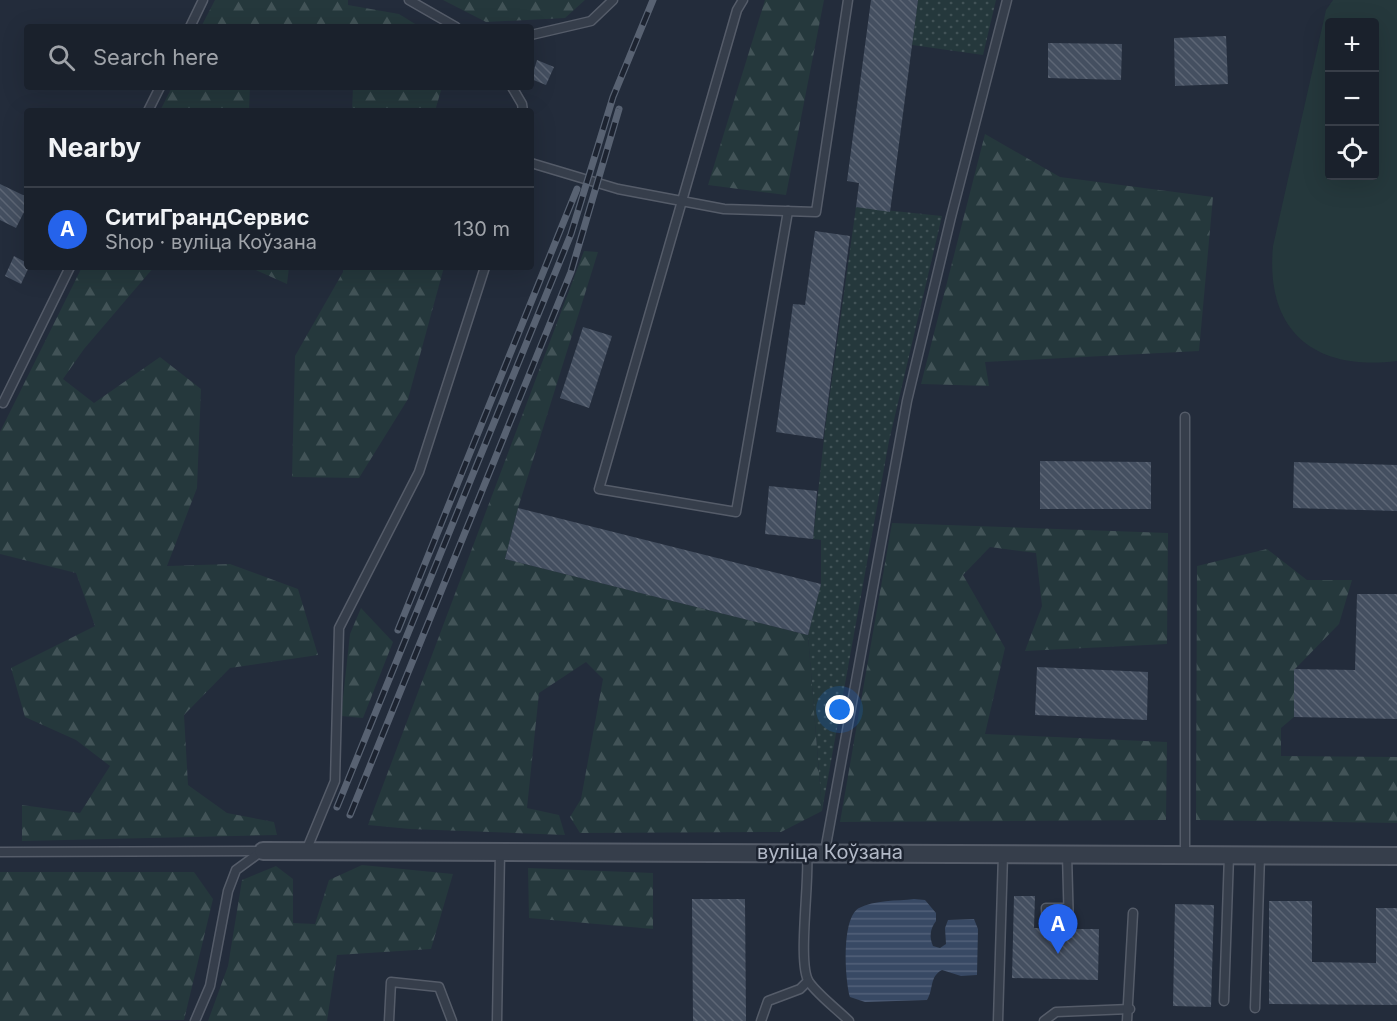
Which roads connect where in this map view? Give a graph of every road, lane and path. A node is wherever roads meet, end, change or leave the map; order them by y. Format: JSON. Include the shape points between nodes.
{"nodes":[{"id":1,"x":203,"y":0,"type":"edge"},
{"id":2,"x":612,"y":0,"type":"edge"},
{"id":3,"x":743,"y":0,"type":"edge"},
{"id":4,"x":848,"y":0,"type":"edge"},
{"id":5,"x":1007,"y":0,"type":"edge"},
{"id":6,"x":409,"y":1,"type":"edge"},
{"id":7,"x":191,"y":24,"type":"edge"},
{"id":8,"x":451,"y":24,"type":"edge"},
{"id":9,"x":534,"y":34,"type":"edge"},
{"id":10,"x":158,"y":90,"type":"edge"},
{"id":11,"x":514,"y":90,"type":"edge"},
{"id":12,"x":150,"y":108,"type":"edge"},
{"id":13,"x":523,"y":108,"type":"edge"},
{"id":14,"x":534,"y":164,"type":"edge"},
{"id":15,"x":684,"y":202,"type":"junction"},
{"id":16,"x":788,"y":211,"type":"junction"},
{"id":17,"x":68,"y":270,"type":"edge"},
{"id":18,"x":484,"y":270,"type":"edge"},
{"id":19,"x":1,"y":404,"type":"edge"},
{"id":20,"x":1185,"y":417,"type":"dead end"},
{"id":21,"x":263,"y":851,"type":"junction"},
{"id":22,"x":306,"y":851,"type":"junction"},
{"id":23,"x":0,"y":852,"type":"edge"},
{"id":24,"x":500,"y":852,"type":"junction"},
{"id":25,"x":807,"y":852,"type":"junction"},
{"id":26,"x":825,"y":852,"type":"junction"},
{"id":27,"x":1003,"y":853,"type":"junction"},
{"id":28,"x":1067,"y":853,"type":"junction"},
{"id":29,"x":1185,"y":854,"type":"junction"},
{"id":30,"x":1229,"y":855,"type":"junction"},
{"id":31,"x":1260,"y":855,"type":"junction"},
{"id":32,"x":1397,"y":856,"type":"edge"},
{"id":33,"x":1068,"y":908,"type":"junction"},
{"id":34,"x":1133,"y":913,"type":"dead end"},
{"id":35,"x":1047,"y":928,"type":"dead end"},
{"id":36,"x":1068,"y":929,"type":"dead end"},
{"id":37,"x":808,"y":981,"type":"junction"},
{"id":38,"x":1224,"y":1001,"type":"dead end"},
{"id":39,"x":1256,"y":1008,"type":"dead end"},
{"id":40,"x":1130,"y":1010,"type":"junction"},
{"id":41,"x":195,"y":1021,"type":"edge"},
{"id":42,"x":389,"y":1021,"type":"edge"},
{"id":43,"x":452,"y":1021,"type":"edge"},
{"id":44,"x":497,"y":1021,"type":"edge"},
{"id":45,"x":761,"y":1021,"type":"edge"},
{"id":46,"x":849,"y":1021,"type":"edge"},
{"id":47,"x":998,"y":1021,"type":"edge"},
{"id":48,"x":1044,"y":1021,"type":"edge"},
{"id":49,"x":1127,"y":1021,"type":"edge"}],
"edges":[{"from":1,"to":7,"type":"lane"},
{"from":2,"to":9,"type":"lane","via":[[591,21]]},
{"from":3,"to":15,"type":"lane"},
{"from":4,"to":16,"type":"lane","via":[[816,212]]},
{"from":5,"to":26,"type":"lane","via":[[907,401]]},
{"from":6,"to":8,"type":"lane"},
{"from":10,"to":12,"type":"lane"},
{"from":11,"to":13,"type":"lane"},
{"from":14,"to":15,"type":"lane","via":[[618,189]]},
{"from":15,"to":16,"type":"lane","via":[[724,209]]},
{"from":15,"to":16,"type":"lane","via":[[599,489],[736,512]]},
{"from":17,"to":19,"type":"lane"},
{"from":18,"to":22,"type":"lane","via":[[419,472],[339,628],[335,781]]},
{"from":20,"to":29,"type":"lane"},
{"from":21,"to":22,"type":"street","name":"вуліца Коўзана"},
{"from":21,"to":23,"type":"lane"},
{"from":21,"to":41,"type":"lane","via":[[236,870],[228,891],[210,986]]},
{"from":22,"to":24,"type":"street","name":"вуліца Коўзана"},
{"from":24,"to":25,"type":"street","name":"вуліца Коўзана"},
{"from":24,"to":44,"type":"lane"},
{"from":25,"to":26,"type":"street","name":"вуліца Коўзана"},
{"from":25,"to":37,"type":"lane","via":[[804,961]]},
{"from":26,"to":27,"type":"street","name":"вуліца Коўзана"},
{"from":27,"to":28,"type":"street","name":"вуліца Коўзана"},
{"from":27,"to":47,"type":"lane"},
{"from":28,"to":29,"type":"street","name":"вуліца Коўзана"},
{"from":28,"to":33,"type":"lane"},
{"from":29,"to":30,"type":"street","name":"вуліца Коўзана"},
{"from":30,"to":31,"type":"street","name":"вуліца Коўзана"},
{"from":30,"to":38,"type":"lane"},
{"from":31,"to":32,"type":"street","name":"вуліца Коўзана"},
{"from":31,"to":39,"type":"lane"},
{"from":33,"to":35,"type":"lane","via":[[1046,908]]},
{"from":33,"to":36,"type":"lane"},
{"from":34,"to":40,"type":"lane"},
{"from":37,"to":45,"type":"lane","via":[[800,989],[768,1001]]},
{"from":37,"to":46,"type":"lane"},
{"from":40,"to":48,"type":"lane","via":[[1056,1012]]},
{"from":40,"to":49,"type":"lane"},
{"from":42,"to":43,"type":"lane","via":[[391,982],[439,987]]}]}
::::::
*WORK TO COMPLETE*.
The expected answer is a copy of every line in the entries that holds the word "name".

*RESPONSE AREA*.
{"from":21,"to":22,"type":"street","name":"вуліца Коўзана"},
{"from":22,"to":24,"type":"street","name":"вуліца Коўзана"},
{"from":24,"to":25,"type":"street","name":"вуліца Коўзана"},
{"from":25,"to":26,"type":"street","name":"вуліца Коўзана"},
{"from":26,"to":27,"type":"street","name":"вуліца Коўзана"},
{"from":27,"to":28,"type":"street","name":"вуліца Коўзана"},
{"from":28,"to":29,"type":"street","name":"вуліца Коўзана"},
{"from":29,"to":30,"type":"street","name":"вуліца Коўзана"},
{"from":30,"to":31,"type":"street","name":"вуліца Коўзана"},
{"from":31,"to":32,"type":"street","name":"вуліца Коўзана"},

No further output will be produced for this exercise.